Scopo di queste attività è di dare impulso e nuovo vigore al settore postale, obiettivo raggiungibile attraverso una attenta programmazione pluriennale, con un costante controllo
dei costi del servizio universale, proseguendo costantemente nella ricerca della maggiore efficienza di Poste Italiane, con un aumento anche del fatturato complessivo del mercato postale.

Le tappe principali del servizio postale in concessione in Italia e poi del successivo contenzioso sono state le seguenti:

* con il decreto legislativo n. 261 del 1999 è stato affidato a Poste Italiane il servizio universale per un periodo non superiore a 15 anni;
* il decreto prevede la concessione, da parte di Poste Italiane alle Agenzie di recapito (circa 70) di servizi specifici e che dette concessioni sono state stipulate con diversi contratti tra
il 2000 ed il 2001, con scadenza poi unificata al 31 dicembre 2006, anno nel quale la normativa europea fissava la liberalizzazione del mercato. In queste settimane l’Unione europea sta per
approvare una nuova direttiva con la quale viene posticipata la liberalizzazione al 10 gennaio 2011, determinando un vuoto per gli anni da 2007 al 2011;
* il 15 settembre 2006 viene firmato un accordo tra Poste e Sindacati, con l’obiettivo di ri-internalizzare in toto il servizio di recapito della posta raccomandata in maniera progressiva
consentendo una gestione transitoria per l’anno 2007, in particolare per il secondo semestre una riduzione dei volumi del 60/40/20%;
* la situazione è stata affrontata con la risoluzione n. 8-00022 (Lovelli ed altri), che ha impegnato il Governo a intervenire nei confronti di Poste Italiane, al fine di prorogare i
contratti in essere (ossia lasciando alle Agenzie il 100% del servizio di consegna delle raccomandate) sino al 30 giugno 2007. Contestualmente è stato promosso un tavolo di concertazione
fra le parti interessate, Poste Italiane, imprese e organizzazioni sindacali, presieduto dal Segretario Generale del Ministero delle Comunicazioni, con il fine di individuare soluzioni idonee a
salvaguardare i livelli occupazionali e definire le misure di accompagnamento al percorso di liberalizzazione.
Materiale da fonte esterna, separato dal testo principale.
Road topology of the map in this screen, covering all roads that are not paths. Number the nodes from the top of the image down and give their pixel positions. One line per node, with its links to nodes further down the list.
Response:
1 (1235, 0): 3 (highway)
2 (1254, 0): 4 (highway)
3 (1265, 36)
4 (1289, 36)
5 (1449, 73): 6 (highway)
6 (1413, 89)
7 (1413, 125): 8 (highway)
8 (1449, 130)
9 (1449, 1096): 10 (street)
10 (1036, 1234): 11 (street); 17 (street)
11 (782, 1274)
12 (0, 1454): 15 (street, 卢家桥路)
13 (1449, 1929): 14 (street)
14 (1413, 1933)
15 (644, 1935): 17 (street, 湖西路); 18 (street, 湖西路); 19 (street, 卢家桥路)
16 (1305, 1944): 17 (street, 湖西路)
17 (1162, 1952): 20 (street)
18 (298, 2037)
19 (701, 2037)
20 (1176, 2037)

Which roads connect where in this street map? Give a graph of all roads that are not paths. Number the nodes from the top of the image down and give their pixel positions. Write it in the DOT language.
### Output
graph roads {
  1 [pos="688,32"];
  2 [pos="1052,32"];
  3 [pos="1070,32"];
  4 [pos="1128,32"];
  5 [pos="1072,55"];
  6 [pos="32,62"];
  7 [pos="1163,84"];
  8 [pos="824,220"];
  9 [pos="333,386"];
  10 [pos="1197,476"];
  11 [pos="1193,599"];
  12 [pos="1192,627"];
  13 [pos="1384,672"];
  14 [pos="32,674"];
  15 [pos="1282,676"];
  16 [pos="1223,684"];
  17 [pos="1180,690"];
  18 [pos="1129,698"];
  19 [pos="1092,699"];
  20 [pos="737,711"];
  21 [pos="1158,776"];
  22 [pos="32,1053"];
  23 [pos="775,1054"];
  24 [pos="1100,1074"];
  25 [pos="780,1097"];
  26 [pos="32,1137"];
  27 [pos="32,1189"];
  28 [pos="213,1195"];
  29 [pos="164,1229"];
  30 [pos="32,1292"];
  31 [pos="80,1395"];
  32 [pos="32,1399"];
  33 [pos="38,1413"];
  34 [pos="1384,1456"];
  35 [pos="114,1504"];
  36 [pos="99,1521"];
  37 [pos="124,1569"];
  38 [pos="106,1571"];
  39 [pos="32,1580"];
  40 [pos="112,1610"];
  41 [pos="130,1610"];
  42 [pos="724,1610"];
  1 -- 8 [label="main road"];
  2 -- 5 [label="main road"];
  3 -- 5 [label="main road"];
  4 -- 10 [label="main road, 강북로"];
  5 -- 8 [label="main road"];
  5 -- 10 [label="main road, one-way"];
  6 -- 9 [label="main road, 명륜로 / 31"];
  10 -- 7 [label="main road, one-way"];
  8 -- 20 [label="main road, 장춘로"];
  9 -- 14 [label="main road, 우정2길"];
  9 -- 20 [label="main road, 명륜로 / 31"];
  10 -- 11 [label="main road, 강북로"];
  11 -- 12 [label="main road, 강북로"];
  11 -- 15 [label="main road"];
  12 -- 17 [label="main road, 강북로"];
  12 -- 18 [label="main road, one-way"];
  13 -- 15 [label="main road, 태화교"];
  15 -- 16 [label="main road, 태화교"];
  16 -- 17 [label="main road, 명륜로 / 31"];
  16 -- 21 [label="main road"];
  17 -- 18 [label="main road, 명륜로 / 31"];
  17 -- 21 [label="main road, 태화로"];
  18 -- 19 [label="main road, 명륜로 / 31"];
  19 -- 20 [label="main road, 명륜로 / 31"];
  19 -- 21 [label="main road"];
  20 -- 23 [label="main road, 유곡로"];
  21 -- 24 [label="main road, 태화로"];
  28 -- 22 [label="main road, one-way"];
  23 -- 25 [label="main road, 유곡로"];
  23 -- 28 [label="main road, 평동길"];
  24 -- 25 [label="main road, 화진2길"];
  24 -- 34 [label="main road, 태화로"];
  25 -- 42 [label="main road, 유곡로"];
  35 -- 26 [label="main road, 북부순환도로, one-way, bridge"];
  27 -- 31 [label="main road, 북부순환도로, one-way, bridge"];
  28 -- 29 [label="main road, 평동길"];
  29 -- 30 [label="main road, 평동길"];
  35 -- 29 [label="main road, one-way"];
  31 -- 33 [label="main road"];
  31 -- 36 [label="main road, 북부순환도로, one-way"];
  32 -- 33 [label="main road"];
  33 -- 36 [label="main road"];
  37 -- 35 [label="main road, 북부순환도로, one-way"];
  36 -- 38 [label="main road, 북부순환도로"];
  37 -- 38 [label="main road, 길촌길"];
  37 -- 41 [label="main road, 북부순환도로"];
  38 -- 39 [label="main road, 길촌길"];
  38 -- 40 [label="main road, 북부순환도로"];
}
* le Commissioni Bilancio di Camera e Senato, in occasione dell’esame della legge finanziaria in questi giorni hanno approvato un emendamento che autorizza «la proroga» dei
contratti in essere con gli operatori già titolari di concessione;
* nel mese di maggio 2007 Poste Italiane ha emesso un Bando di Gara, con chiamata da Albo, per l’assegnazione di una consistente porzione dei servizi di recapito. A tale gara una significativa
percentuale di Agenzie ha ritenuto di non dover partecipare, contestando modalità e contenuti della gara medesima. Conseguentemente dei 61 lotti sono stati aggiudicati una minima
parte;
* il 3 agosto 2007, l’Autorità garante della concorrenza e del mercato – su istanza di alcune Associazioni di categoria delle Agenzie di recapito – ha avviato un’istruttoria per presunto
abuso di posizione dominate, nei confronti di Poste italiane, sia con riguardo agli accordi di fornitura stipulati da Poste nel periodo dicembre 2000 – gennaio 2007 con le agenzie di recapito,
sia con riguardo al bando di gara emanato nel maggio 2007. La chiusura dell’istruttoria è prevista per il 30 maggio 2008;
* dal 30 giugno 2007 al 1° novembre 2007, Poste Italiane non ha effettuato alcuna riduzione del servizio di recapito delle raccomandate, al fine di addivenire ad una migliore soluzione,
anche al fine di salvaguardare la piena occupazione;
* dal 1° novembre 2007, Poste ha iniziato a internalizzare il servizio di consegna delle raccomandate, effettuando questa riduzione in modo non omogeneo su tutto il territorio
nazionale;
* il 15 novembre 2007, Poste ha presentato all’Antitrust una serie di impegni di natura contrattuale nei confronti delle Agenzie di recapito. L’Autorità avrà tempo fino al 29
febbraio 2008 per valutare tali impegni, relativamente alla gara di evidenza pubblica.